Let me start of by saying I’m not biased to stop motion. Anyone who has ever seen Flushed Away or Arthur Christmas knows that the studio is more than capable of making a CG movie. But the studios last clay-mation outing was Pirates: Band of Misfits (known as Pirates: In an Adventure with Scientists in the UK). Audiences liked it but not too many people had heard of it. But with any luck you’ve heard of Wallace and Gromit. This duo has given us four short films and one feature-length film in 2005. I’m happy to say that this movie was a great success. It gained mass critical acclaim and outstanding box-office results. Not to mention bagging an Academy Award for best animated feature (or maybe they should just count themselves lucky that they weren’t up against Disney or Pixar that year). So how can Aardman take advantage of this success? Easy. Make another movie about the cracking-contraption-making duo. Okay, so there’s no news of this happening. Yet. But we do get the next best thing. A movie about Shaun the loveable sheep from the Wallace and Gromit short A Close Shave.

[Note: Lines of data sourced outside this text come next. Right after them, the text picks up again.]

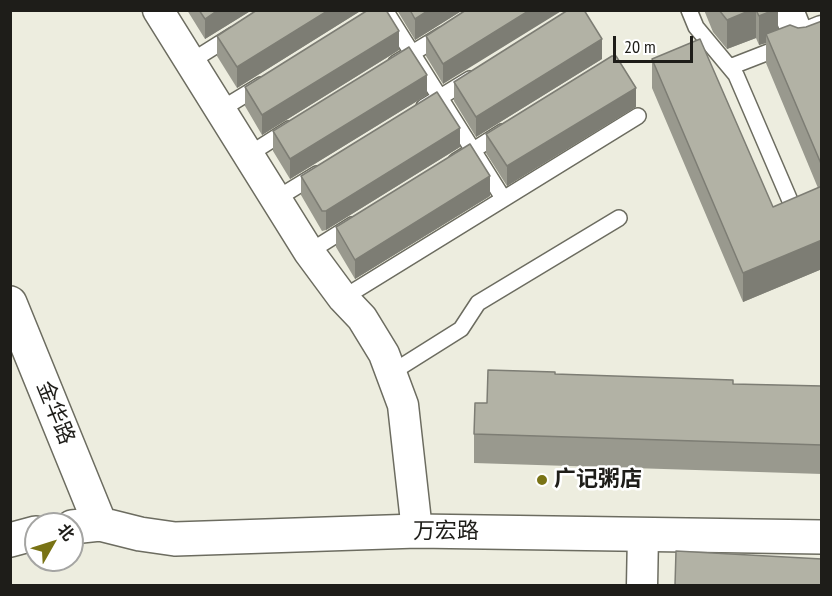 <!DOCTYPE html>
<meta charset="utf-8">
<style>
body{margin:0}
#map{position:relative;width:832px;height:596px;overflow:hidden;background:#ededdf;font-family:"PT Sans Narrow","Noto Sans SC",sans-serif}
canvas{display:block}
.frame{position:absolute;inset:0;border:12px solid #1e1d19;pointer-events:none}
.north{position:absolute;left:24px;top:512px;width:60px;height:60px;box-sizing:border-box;background:#fff;border:2px solid #a5a5a3;border-radius:50%;rotate:51deg;font-size:16px;font-weight:700;line-height:24px;text-align:center;color:#1e1d19}
.north::after{content:'';display:block;margin:auto;width:21px;height:27px;background:#797315;clip-path:polygon(50% 0,100% 100%,50% 72%,0 100%)}
.scale{position:absolute;left:613px;top:36px;width:80px;height:27px;box-sizing:border-box;border:3px solid #1e1d19;border-top:0;padding-left:8px;font-size:18px;line-height:21px;white-space:nowrap;color:#1e1d19;-webkit-text-stroke:4px #fff;paint-order:stroke}
</style>
<div id="map">
<canvas width="832" height="596"></canvas>
<div class="frame"></div>
<div class="north">北</div>
<div class="scale">20 m</div>
</div>
<script>
const c = document.querySelector('canvas').getContext('2d');
c.lineJoin = 'round';
function stroke(path, color, width, dash) { c.strokeStyle = color; c.lineWidth = width; c.lineCap = dash ? 'butt' : 'round'; c.setLineDash(dash || []); c.stroke(path); }
function fillPath(path, color) { c.fillStyle = color; c.fill(path, 'evenodd'); }
function write(font, color, halo, rows, align = 'center') {
  c.font = font + ' "PT Sans Narrow","Noto Sans SC",sans-serif'; c.lineWidth = 5; c.setLineDash([]); c.textBaseline = 'middle'; c.strokeStyle = halo; c.fillStyle = color; for (const [text, x, y, turn = 0] of rows) {
    c.save(); c.translate(x, y); c.rotate((+turn || 0) * Math.PI / 180); c.textAlign = isNaN(turn) ? turn : align; if (halo) c.strokeText(text, 0, 0); c.fillText(text, 0, 0); c.restore();
  }
}
const service = new Path2D(`
 M385 10 503 198
 M689 10 696 27 736 75 791 203
 M190 62 233 35
 M396 63 442 35
 M730 67 784 46
 M424 107 470 79
 M220 110 261 85
 M248 155 289 129
 M456 161 502 132
 M276 199 317 174
 M309 252 352 225
 M343 298 638 116
 M391 373 461 329 478 303 619 218`);
const minor = new Path2D(`
 M158 10 309 252 343 298 362 318 384 354 403 405 417 531
 M788 10 800 40 822 31
 M642 586 643 534`);
const tertiary = new Path2D(`
 M10 303 100 524
 M72 527 100 524 140 534 175 539 417 531 822 537
 M10 540 36 533`);
stroke(service, '#6c6c60', 18);
stroke(minor, '#6c6c60', 33);
stroke(tertiary, '#6c6c60', 36);
stroke(service, '#fff', 15);
stroke(minor, '#fff', 30);
stroke(tertiary, '#fff', 33);
fillPath(new Path2D(`
 M187 10H252L205 39Z
 M257 10H362L237 88 217 56V36Z
 M397 10H463L415 40Z
 M466 10 443 84 426 56V36Z
 M704 10H778V30L806 27 822 21V269L743 302 652 88V59L773 207 818 188 766 63V43L759 45 756 38 727 49 713 32Z
 M399 50 262 135 245 106V87Z
 M602 59 476 137 454 101V82Z
 M427 95 290 179 273 151V131Z
 M636 107 507 186 486 153V134Z
 M460 147 326 230 322 231 301 195V176Z
 M490 196 355 279 336 247V227Z
 M555 374 733 384 822 386V474L474 463V434Z`), '#99998e');
fillPath(new Path2D(`
 M218 10H252L205 39V19Z
 M329 10H362L237 88V67Z
 M429 10H463L415 40V19Z
 M530 10H563L443 84V64Z
 M751 10H756V38L727 49V20Z
 M774 10H778V38L766 34V43L759 45V16Z
 M399 31V50L262 135V115Z
 M602 39V59L476 137V117Z
 M427 75V95L290 179V159Z
 M636 88V107L507 186V166Z
 M460 128V147L326 230V211Z
 M490 176V196L355 279V260Z
 M822 240V269L743 302V273Z`), '#7d7d74');
const building = new Path2D(`
 M199 10H218L205 19Z
 M257 10H329L237 67 217 36Z
 M368 10H386L399 31 262 115 245 87Z
 M410 10H429L415 19Z
 M466 10H530L443 64 426 36Z
 M568 10H584L602 39 476 117 454 82Z
 M719 10H751L727 20Z
 M756 10H774L759 16Z
 M822 21V166L766 34 790 25 798 28 806 27Z
 M700 39 773 207 822 186V240L743 273 652 59Z
 M409 47 427 75 290 159 273 131Z
 M612 56H616L636 88 507 166 486 134Z
 M437 92 460 128 326 211H322L301 176Z
 M470 144 490 176 355 260 336 227Z
 M488 370 555 372V374L733 380V384L822 386V445L474 434 475 403H487Z
 M676 551 822 559V585H675Z`);
fillPath(building, '#b2b2a5');
stroke(building, '#7d7d74', 1.5);
for (const [x, y, r, color] of [
 [542,480,6,"#797315"]
]) { const dot = new Path2D(); dot.arc(x, y, r, 0, 2 * Math.PI); c.fillStyle = color; c.fill(dot); stroke(dot, '#fff', 2); }
write('22px', '#1e1d19', '#fff', [
 ["金华路",55,413,68],
 ["万宏路",446,532]
]);
write('bold 22px', '#1e1d19', '#fff', [
 ["广记粥店",554,480]
], 'left');
</script>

Let me take you back to 1995 for a moment. A Close Shave had been released at Christmas and Shaun the Sheep merchandise was everywhere. There were coffee mugs, shower curtains and many many cuddly keychains. Whether it was his general fluffiness or the character’s audacious attitude to life, it’s no question that this guy was popular. So in 2007 he was given his own television show aptly named Shaun the Sheep, which centers around his comical shenanigans and escape attempts. His popularity is, without question, growing rapidly. He’s about to enjoy his fifth season on television this year, and has a particularly strong following in Germany and Japan. There’s even a spin-off for pre-schoolers called Timmy Time about a lamb from the same farm as Shaun who is just as unruly and lovable. And I must give an honorable mention to the 2012 Olympic specials The Championsheeps simply because the title is genius.
So perhaps it is not the next best move in terms of what the studio can give us creatively, but maybe it’s the most natural and practical move. Following the success of the short and the shows we shouldn’t be surprised that we’re getting a full-length movie and a thirty-minute Christmas special about Shaun. It is time for Gromit to be pushed gently aside for a moment so that Shaun may continue to shine in his not-so-sheepish spotlight. But with any luck the audience will recognize the hand-made style and gentle substance of the new movie and say, “Aren’t these the guys who did Wallace and Gromit and Chicken Run?” Thus, hopefully gaining the studio more recognition to place them squarely and more prominently on the animation map.